Poppy lives with Zoe (Alexis Zegerman), who, like her, is a primary school teacher. The incident with her bicycle causes Poppy to decide to learn how to drive, which introduces her to Scott (Eddie Marsan), her driving instructor. He is in all ways her opposite. Poppy is bubbly, unable to take a great deal seriously, seemingly frivolous, and takes everyone at face value. Scott is deadly serious, angry, racist, and a bit of a misogynist as well. There initial driving lesson is tense, and this tension continues through the driving lessons we are privy to throughout the film.

And here’s where you’re going to get the turn on my opinion. In a lesser film, Happy-Go-Lucky would be about Poppy teaching Scott not to be a racist and to lighten up a little and have fun. We’d watch her break down his barriers and he would learn to smile and laugh and enjoy life and find the fun in everything he does. And that is absolutely not the movie we get, which is absolutely why Happy-Go-Lucky works at all.

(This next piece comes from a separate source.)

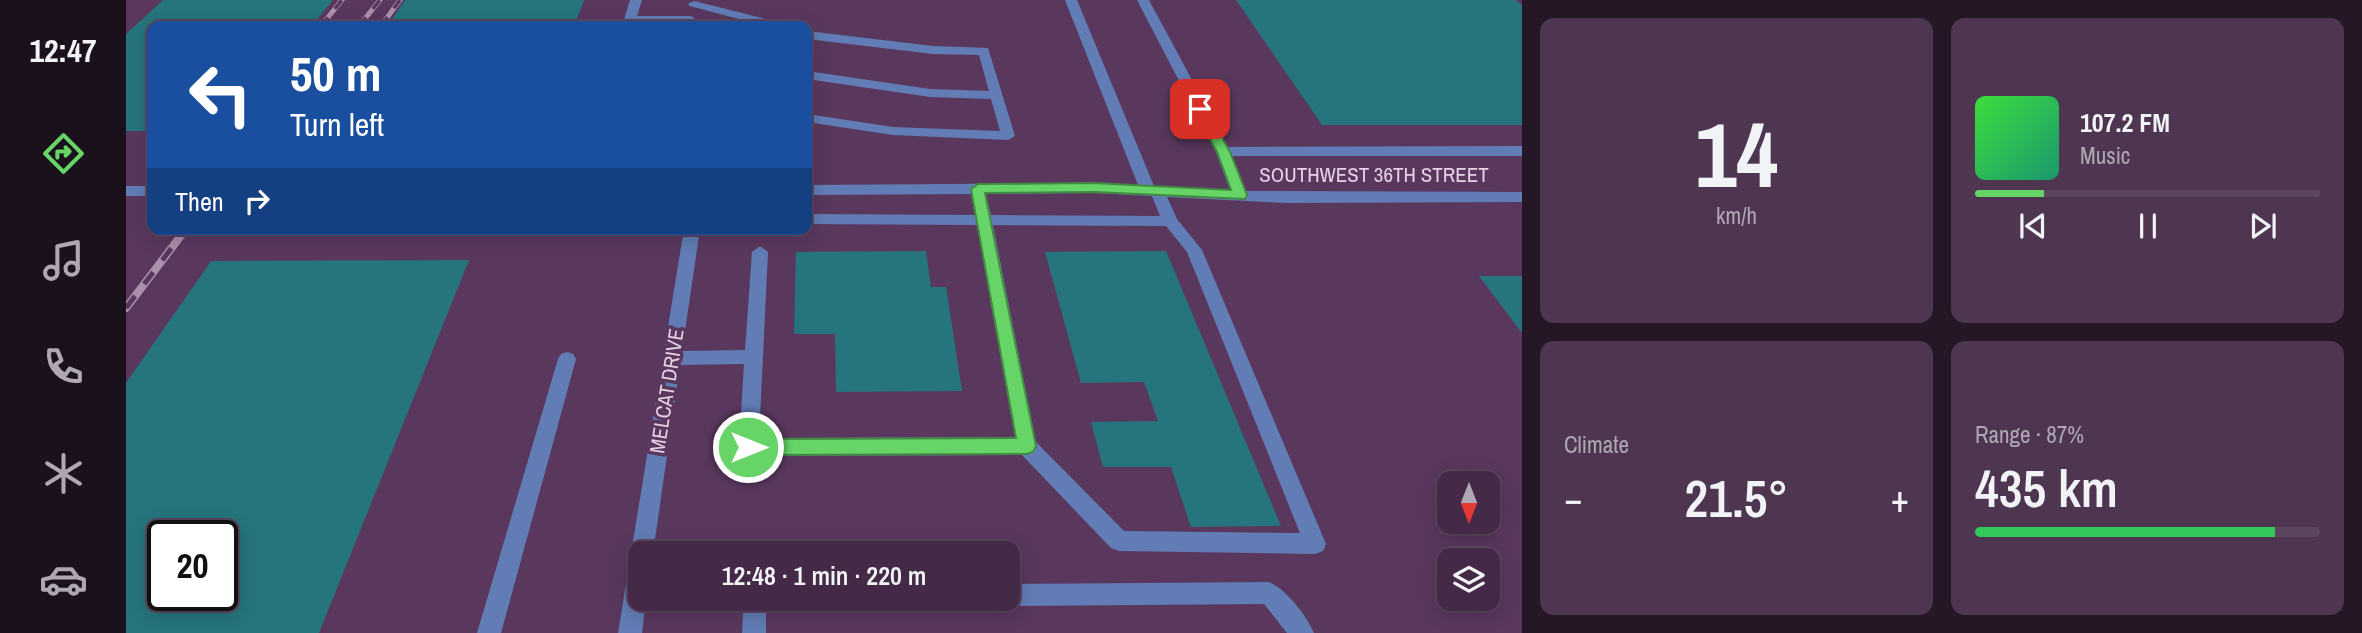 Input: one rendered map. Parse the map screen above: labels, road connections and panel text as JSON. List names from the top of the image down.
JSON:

In fact, while Scott is absolutely repressed in virtually all ways and seems to have a burgeoning interest in Poppy, his affections are entirely unrequited. Poppy, who seems frivolous and flighty—laughing at the fact that she has hurt her back and giggling every time there is a twinge of pain—is not the airhead the movie paints for us initially. Noticing that one of her students is acting the bully, she doesn’t reprimand him or punish him, but contacts Tim (Samuel Roukin), a social worker, who discovers that the boy is being abused by his mother’s boyfriend. And this moment causes the beginnings of a relationship between Poppy and Tim—and this happens a good halfway or more through the film, so it’s not anywhere close to the film’s main focus.

To really discuss what Happy-Go-Lucky does right, I need to put the rest of this under a spoiler warning, so…you’ve been warned.

Ultimately, there is a confrontation between Scott and Poppy. He accuses her of not taking her driving seriously, and thus not taking him seriously. In fact, he accuses her of being a tease and leading him on, taking the lessons just to make his life as terrible and miserable as she can. This comes after he more or less assaults her in his car, a near-perfect recreation of the sort of “nice guy” syndrome that so many men fall for. Scott isn’t a nice guy; he’s an asshole who thinks that he somehow has earned a relationship with her—that she is something to be won. And this is the brilliance of the movie. It doesn’t go there. Poppy manages to have moments that don’t involve her laughing at the world but dealing seriously with someone else’s entitlement before moving on.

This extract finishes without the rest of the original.